··· Data records

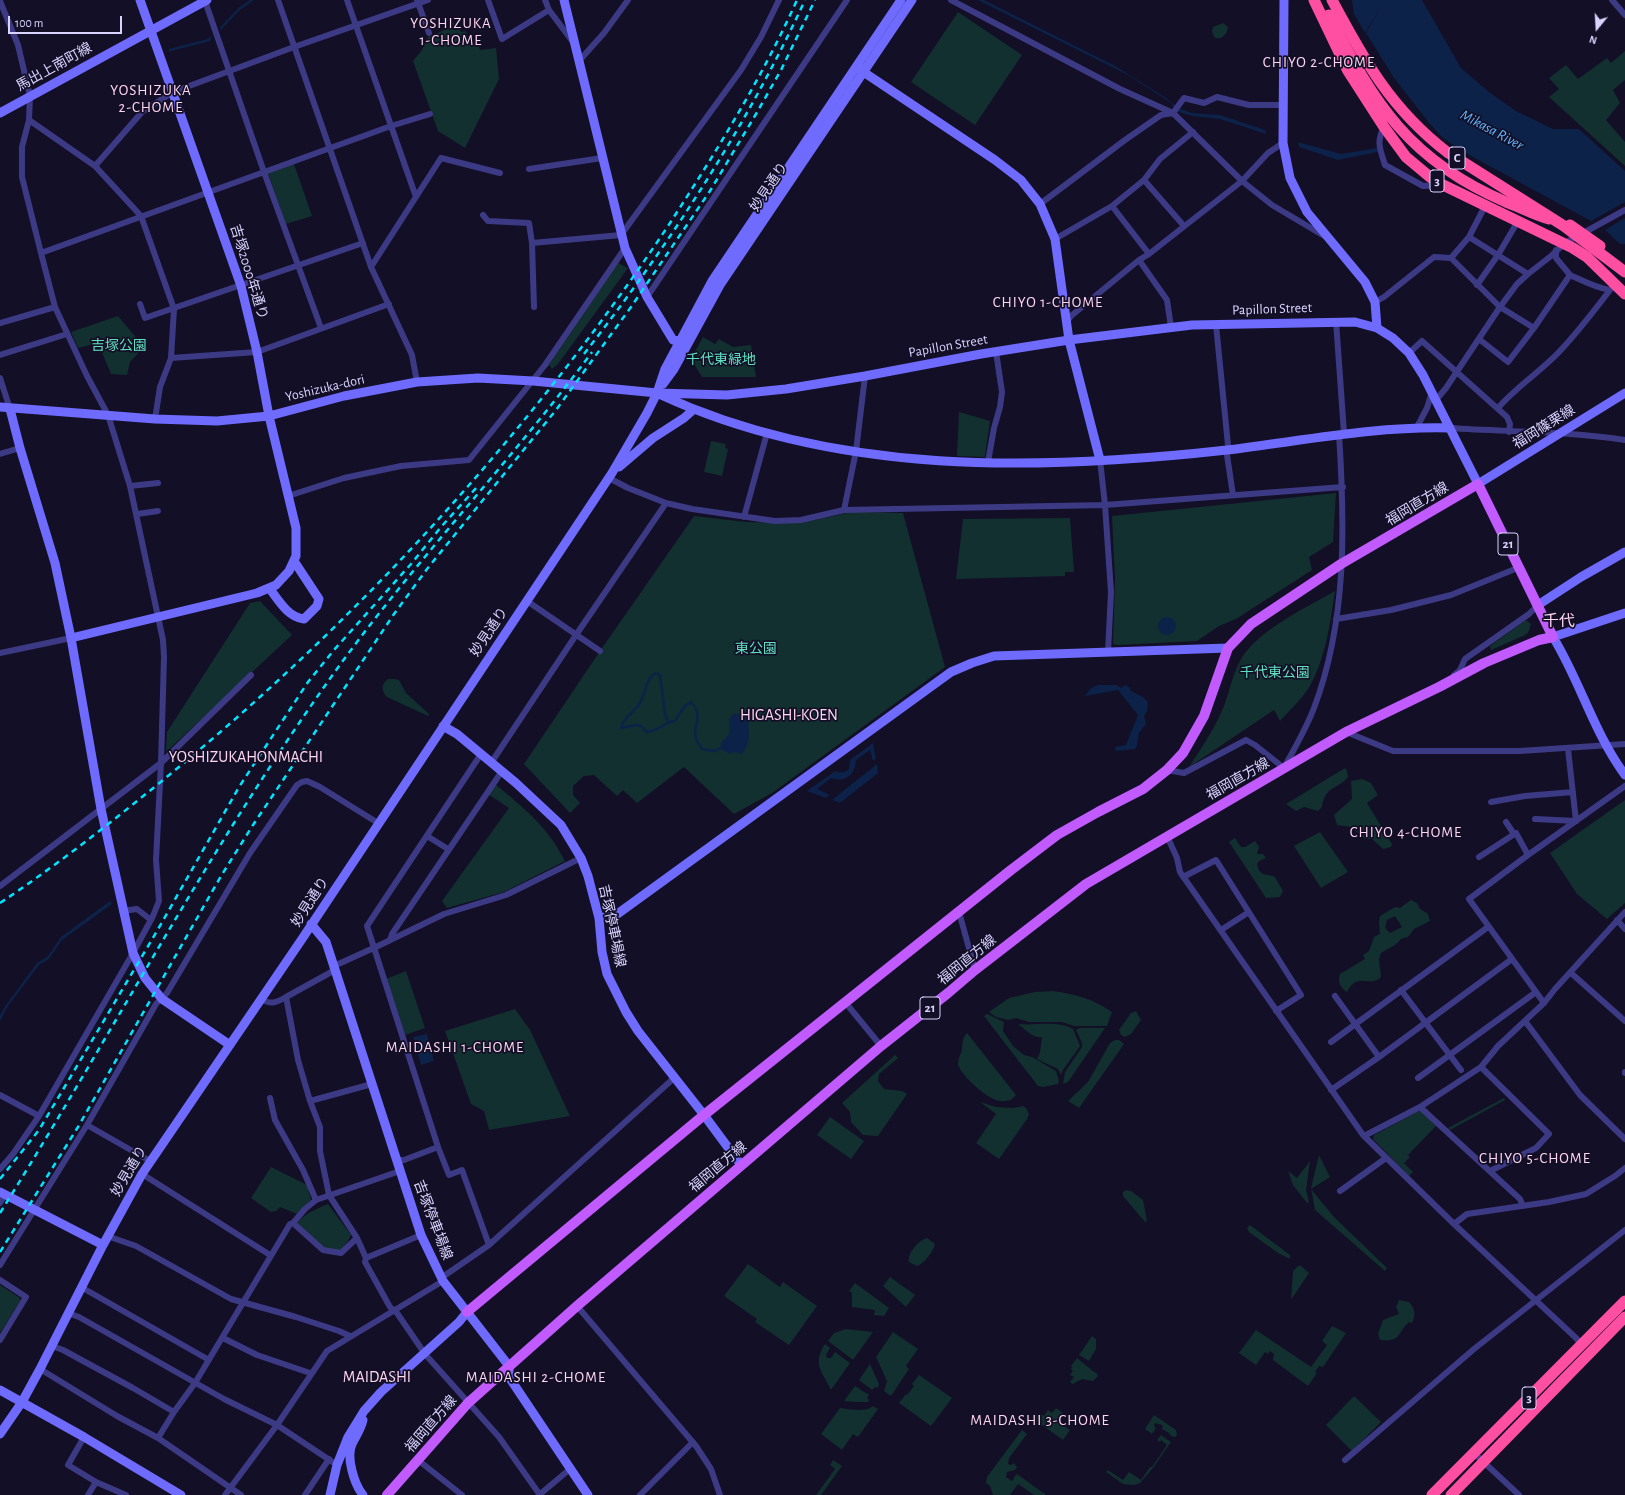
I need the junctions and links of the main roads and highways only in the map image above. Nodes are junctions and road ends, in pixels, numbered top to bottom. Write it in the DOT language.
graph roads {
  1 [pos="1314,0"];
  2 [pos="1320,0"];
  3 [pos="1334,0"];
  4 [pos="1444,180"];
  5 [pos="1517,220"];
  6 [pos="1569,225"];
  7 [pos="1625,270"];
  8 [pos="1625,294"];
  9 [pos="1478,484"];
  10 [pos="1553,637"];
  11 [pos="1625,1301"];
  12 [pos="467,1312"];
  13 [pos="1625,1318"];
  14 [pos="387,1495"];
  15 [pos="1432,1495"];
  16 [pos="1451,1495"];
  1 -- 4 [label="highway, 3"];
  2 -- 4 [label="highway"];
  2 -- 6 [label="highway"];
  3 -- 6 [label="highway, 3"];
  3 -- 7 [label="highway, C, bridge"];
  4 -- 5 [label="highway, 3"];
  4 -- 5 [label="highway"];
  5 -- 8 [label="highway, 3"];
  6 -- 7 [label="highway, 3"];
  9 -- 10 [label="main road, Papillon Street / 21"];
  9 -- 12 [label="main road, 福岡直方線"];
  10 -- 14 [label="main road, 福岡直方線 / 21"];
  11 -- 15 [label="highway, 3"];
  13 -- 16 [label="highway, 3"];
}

······
··· Data records

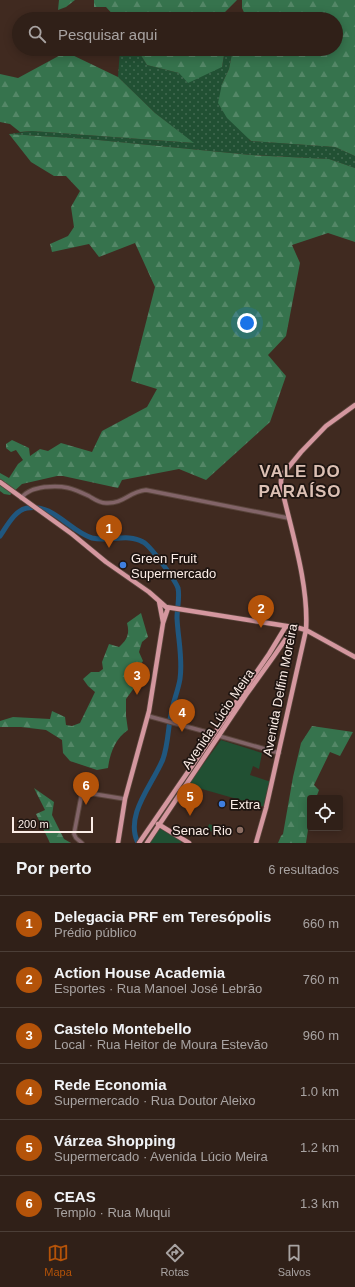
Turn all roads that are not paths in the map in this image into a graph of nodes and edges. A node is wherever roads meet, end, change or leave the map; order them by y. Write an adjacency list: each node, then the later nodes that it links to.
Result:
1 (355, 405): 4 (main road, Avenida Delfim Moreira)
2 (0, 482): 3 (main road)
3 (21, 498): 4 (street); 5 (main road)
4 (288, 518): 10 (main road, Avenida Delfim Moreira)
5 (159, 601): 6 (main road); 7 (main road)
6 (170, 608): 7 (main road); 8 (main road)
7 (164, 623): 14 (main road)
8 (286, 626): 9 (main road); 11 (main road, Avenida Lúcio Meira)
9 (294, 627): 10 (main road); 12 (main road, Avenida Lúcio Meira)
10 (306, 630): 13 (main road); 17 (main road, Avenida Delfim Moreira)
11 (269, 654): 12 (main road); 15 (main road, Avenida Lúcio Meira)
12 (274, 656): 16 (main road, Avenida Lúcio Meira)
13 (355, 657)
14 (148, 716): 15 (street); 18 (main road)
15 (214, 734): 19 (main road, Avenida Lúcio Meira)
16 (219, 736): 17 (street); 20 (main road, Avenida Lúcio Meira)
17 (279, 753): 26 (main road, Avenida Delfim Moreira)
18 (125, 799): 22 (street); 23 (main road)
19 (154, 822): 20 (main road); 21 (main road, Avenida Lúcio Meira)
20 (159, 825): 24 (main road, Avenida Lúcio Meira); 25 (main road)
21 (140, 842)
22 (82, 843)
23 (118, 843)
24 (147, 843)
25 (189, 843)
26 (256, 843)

······
··· Data records

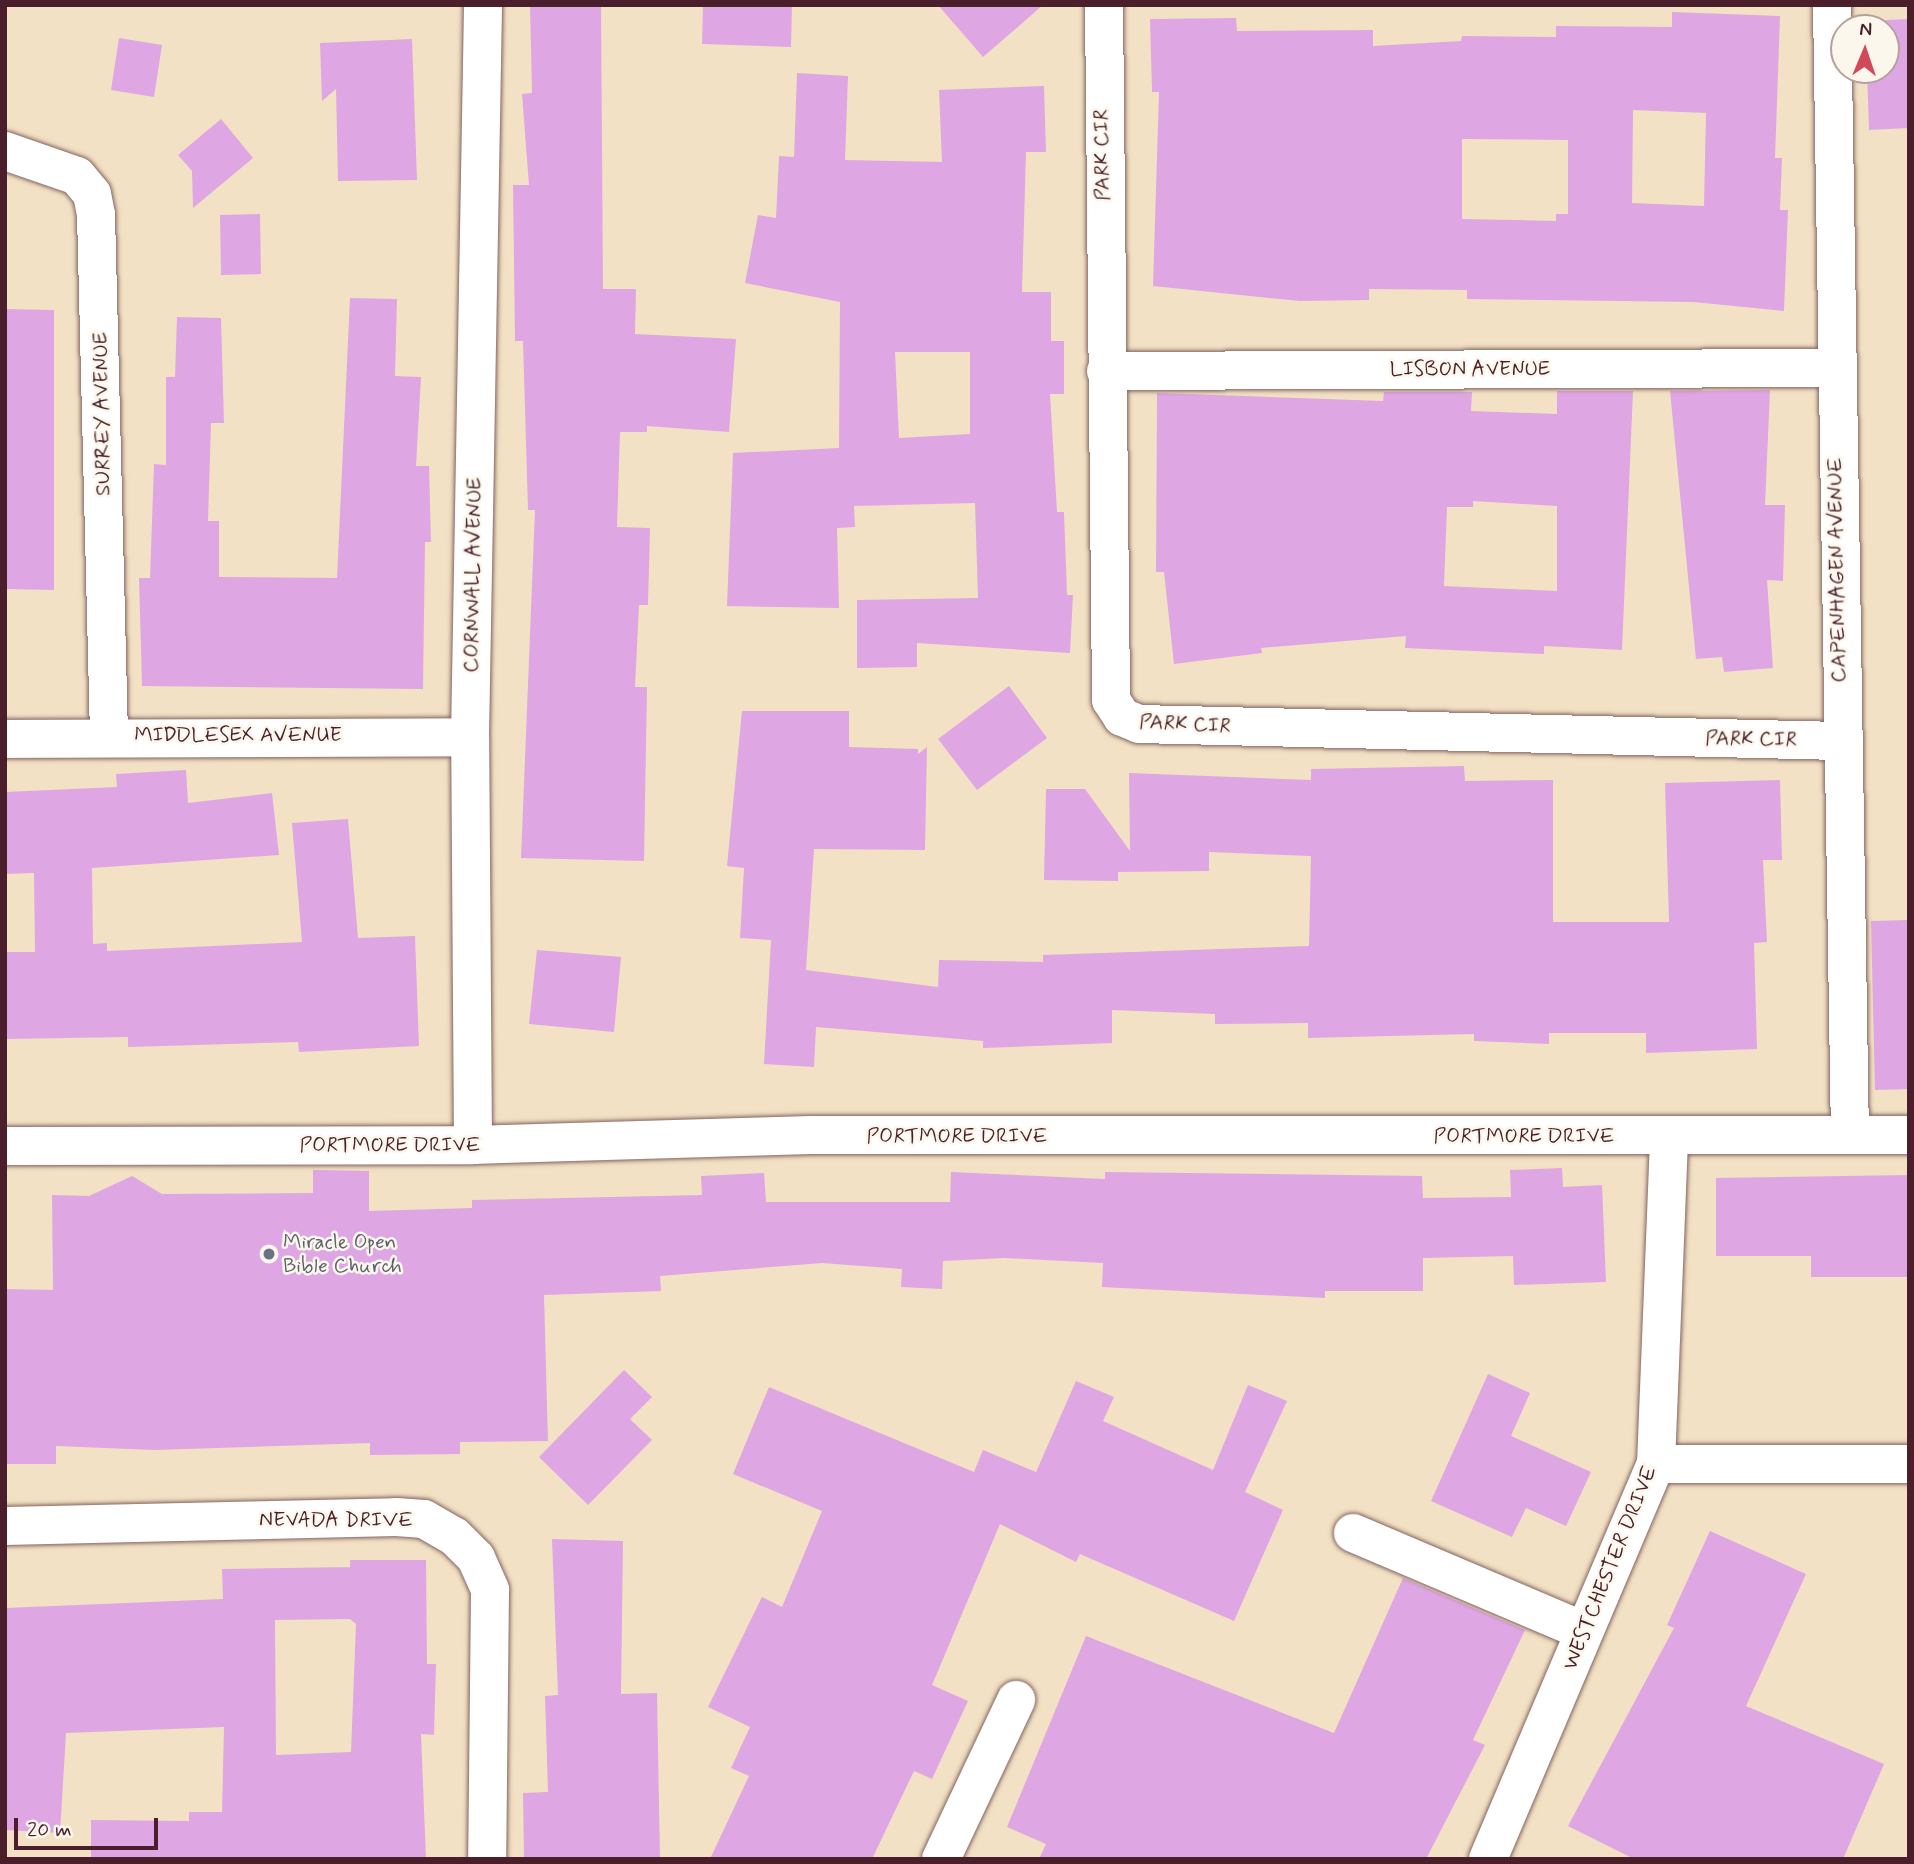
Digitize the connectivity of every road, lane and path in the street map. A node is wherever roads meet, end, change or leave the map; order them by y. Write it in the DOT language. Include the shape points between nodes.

······

# Work item
Show all lines from the data above in which the word "change" appears.

# Task response
Turn all roads that are not paths in the map in this image into a graph of nodes and edges. A node is wherever roads meet, end, change or leave the map; order them by y. Write an adjacency list: each node, then the later nodes that it links to.
Digitize the connectivity of every road, lane and path in the street map. A node is wherever roads meet, end, change or leave the map; order them by y. Write it in the DOT language. Include the shape points between nodes.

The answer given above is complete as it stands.